As questions continue over Cuban leader Fidel Castro's health, there is a widespread speculation that his communist regime will not survive without him. Many wonder whether Cuba will shed the oppressive regime and move toward a free society? If so, what challenges will it likely face? Ambassadors from four formerly communist East European states discussed their own countries' experiences as they transition from a one-party dictatorship to a pluralistic society. For producer Ivana Kuhar, VOA's Jim Bertel has more.
Fidel Castro has not been seen in public since July when he underwent surgery and temporarily handed power to his younger brother, Defense Minister Raul Castro. With many concerned about his health, some analysts say they do not expect the Cuban communist regime to survive without its 80-year-old founder.
East and Central European countries faced a similar crossroads when their own communist regimes ended in 1991. Now, 16 years later, the transition for many has been a great success:
“We have successfully turned away from a command economy to a flourishing market economy,” says Andras Simonyi, Hungarian Ambassador to the U.S. “Our societies are free. We have the freedom of speech. We have a free press. We have a rule of law and everybody is equal in front of our law. We have a multiparty political system, with checks and balances.”
Mr. Simonyi, and the ambassadors of Slovakia, Poland and the Czech Republic, participated in a roundtable discussion at the Voice of America.
Sixteen years after the demise of communism, these four nations are among the wealthiest post-Communist countries in Europe.

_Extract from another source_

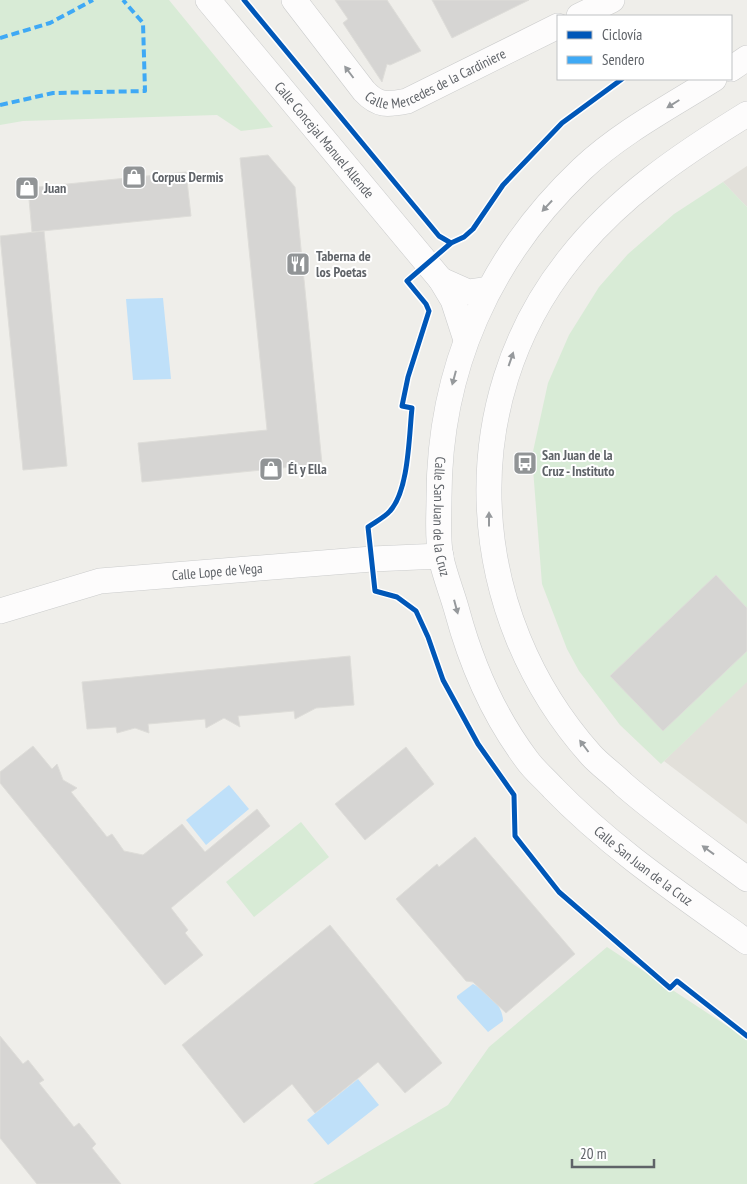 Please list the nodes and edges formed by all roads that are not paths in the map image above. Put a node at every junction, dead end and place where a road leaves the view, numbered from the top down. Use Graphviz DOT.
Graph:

The four are members of the European Union.
Slovak Ambassador Rastislav Kacer says his country's political transformation has not always been easy. He says it took courage to push through painful reforms. "The transformation from the centrally commanded economy to a free economy is sometimes painful. You have to restructure the economy and you necessarily have a stage when your economy is going slightly down, because you have to cut the production, which is not bringing (in) money, which was subsidized by the government. and was eating money from something else."
Privatization of state-owned business often requires foreign investments. Outside investment can lead to concerns that a country's assets are being cheaply sold to foreigners. Another common fear is that privatization brings about the disappearance of a comfortable social net, including universal health care and unemployment benefits.

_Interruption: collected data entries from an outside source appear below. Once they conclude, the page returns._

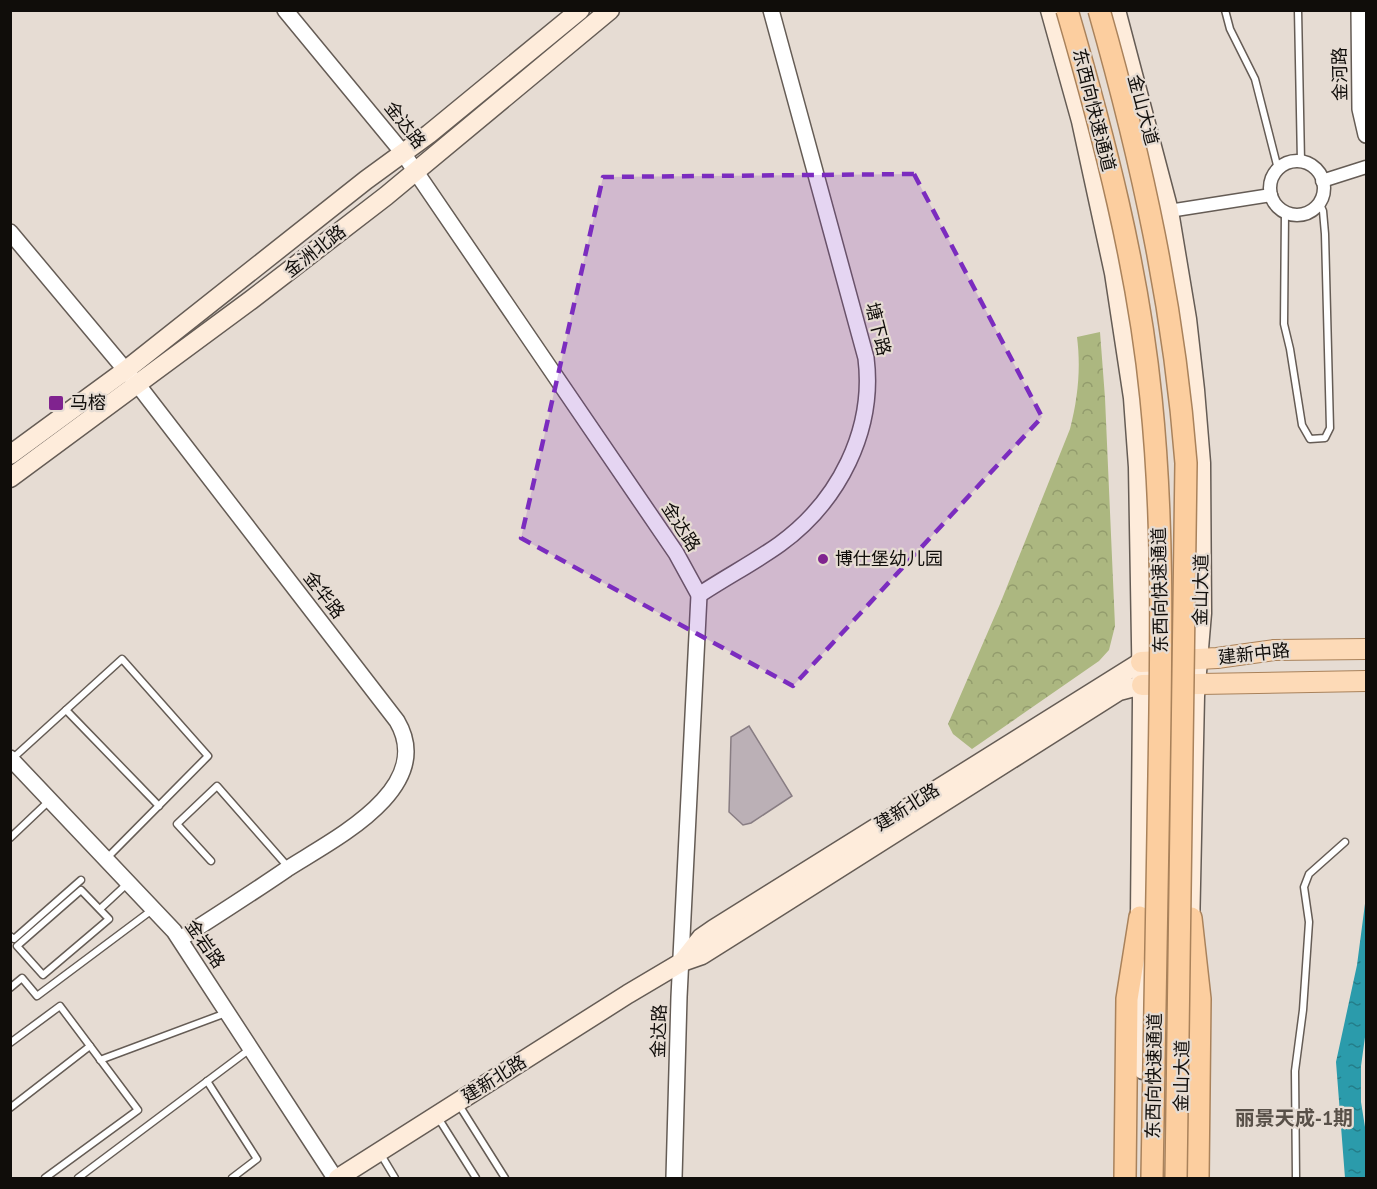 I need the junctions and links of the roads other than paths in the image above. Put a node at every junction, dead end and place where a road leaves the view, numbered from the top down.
1 (285, 10) edge
2 (580, 10) edge
3 (610, 10) edge
4 (771, 10) edge
5 (1050, 10) edge
6 (1067, 10) edge
7 (1099, 10) edge
8 (1116, 10) edge
9 (1225, 10) edge
10 (1298, 10) edge
11 (1359, 10) edge
12 (1366, 135) edge
13 (403, 153) junction
14 (1301, 162) junction
15 (1366, 167) edge
16 (1278, 169) junction
17 (416, 171) junction
18 (1322, 180) junction
19 (1271, 195) junction
20 (1319, 202) junction
21 (1169, 211) junction
22 (1286, 212) junction
23 (10, 232) edge
24 (126, 370) junction
25 (138, 385) junction
26 (10, 454) edge
27 (10, 478) edge
28 (699, 594) junction
29 (1366, 649) edge
30 (1198, 659) junction
31 (1141, 662) junction
32 (1366, 681) edge
33 (1196, 684) junction
34 (1142, 686) junction
35 (66, 710) junction
36 (11, 759) edge
37 (49, 801) junction
38 (159, 806) junction
39 (10, 838) edge
40 (1345, 842) dead end
41 (105, 859) junction
42 (211, 861) dead end
43 (289, 868) junction
44 (81, 880) dead end
45 (128, 883) junction
46 (100, 909) junction
47 (153, 909) junction
48 (1140, 916) junction
49 (1191, 918) junction
50 (10, 936) edge
51 (180, 939) junction
52 (682, 962) junction
53 (10, 988) edge
54 (228, 1012) junction
55 (10, 1043) edge
56 (90, 1046) junction
57 (251, 1048) junction
58 (100, 1060) junction
59 (207, 1082) junction
60 (457, 1102) junction
61 (10, 1108) edge
62 (437, 1116) junction
63 (379, 1151) junction
64 (45, 1179) edge
65 (78, 1179) edge
66 (232, 1179) edge
67 (336, 1179) edge
68 (394, 1179) edge
69 (476, 1179) edge
70 (505, 1179) edge
71 (674, 1179) edge
72 (1125, 1179) edge
73 (1142, 1179) edge
74 (1152, 1179) edge
75 (1178, 1179) edge
76 (1198, 1179) edge
77 (1296, 1179) edge

1 - 13 street, 金达路
2 - 13 main road, 金洲北路
3 - 17 main road, 金洲北路
4 - 28 street, 塘下路
5 - 31 main road
6 - 74 highway, 东西向快速通道, bridge
7 - 75 highway, 东西向快速通道, bridge
8 - 21 main road, 金山大道
9 - 16 lane
10 - 14 lane
11 - 12 street, 金河路
13 - 17 street, 金达路
13 - 24 main road, 金洲北路
14 - 16 street
14 - 18 street
15 - 18 street
16 - 19 street
17 - 25 main road, 金洲北路
17 - 28 street, 金达路
18 - 20 street
19 - 21 street
19 - 22 street
20 - 22 street
20 - 22 lane
21 - 30 main road, 金山大道
23 - 24 street, 金华路
24 - 25 street, 金华路
24 - 26 main road, 金洲北路
25 - 27 main road, 金洲北路
25 - 43 street, 金华路
28 - 52 street, 金达路
29 - 30 main road, 建新中路
30 - 31 main road, 建新中路
30 - 33 main road, 金山大道
31 - 34 main road
31 - 52 main road, 建新北路
32 - 33 main road, 建新中路
33 - 34 main road, 建新中路
33 - 49 main road, 金山大道
34 - 48 main road
34 - 52 main road, 建新北路
35 - 36 lane
35 - 38 lane
35 - 38 lane
36 - 37 street, 金岩路
37 - 39 lane
37 - 41 street, 金岩路
38 - 41 lane
40 - 77 lane
41 - 45 street, 金岩路
42 - 43 lane
43 - 51 street, 金华路
44 - 50 lane
45 - 46 lane
45 - 47 street, 金岩路
46 - 46 lane
47 - 51 street, 金岩路
47 - 53 lane
48 - 72 highway
48 - 73 main road
49 - 75 main road, 金山大道
49 - 76 highway
51 - 54 street, 金岩路
52 - 60 main road, 建新北路
52 - 71 street, 金达路
54 - 57 street, 金岩路
54 - 58 lane
55 - 56 lane
56 - 58 lane
56 - 61 lane
57 - 59 lane
57 - 67 street, 金岩路
58 - 64 lane
59 - 65 lane
59 - 66 lane
60 - 62 main road, 建新北路
60 - 70 lane
62 - 63 main road, 建新北路
62 - 69 lane
63 - 67 main road, 建新北路
63 - 68 lane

"Not so", says the Slovak Ambassador, pointing to the profitable sale of the Slovak auto manufacturer Skoda to German giant Volkswagen.
"Today, it's a state-of-the-art company which is employing 10 to 20 times more people than what it used to employ in the old days. It is all Slovaks that work there. We're even coming to the limits, there are not enough Slovaks, we employ people coming from Ukraine or from Bulgaria. The average wage in the factory is, maybe, three times more than what it was before."
Peter Kolar, the Czech Republic's Ambassador to the U.S., says his countrymen are enjoying their newly acquired freedoms. "Now it is very much up to every single person to have responsibility for their own lives in their own hands. There is no central power now telling people what they have to do and how they should do that."
Simonyi says Hungarians are now true creators of their society. "If our people are not satisfied with what they see, every four years there are free elections. They vote and send a clear message how satisfied or how dissatisfied they are. That is a big deal."
The four ambassadors acknowledged that conditions in Cuba differ from that in the countries of the former Soviet bloc. But they added that with Castro's demise, Cuba is poised for fundamental political and economic reforms. They say Cubans can draw significant lessons from the experience of Eastern Europe's transition from communism t o democracy.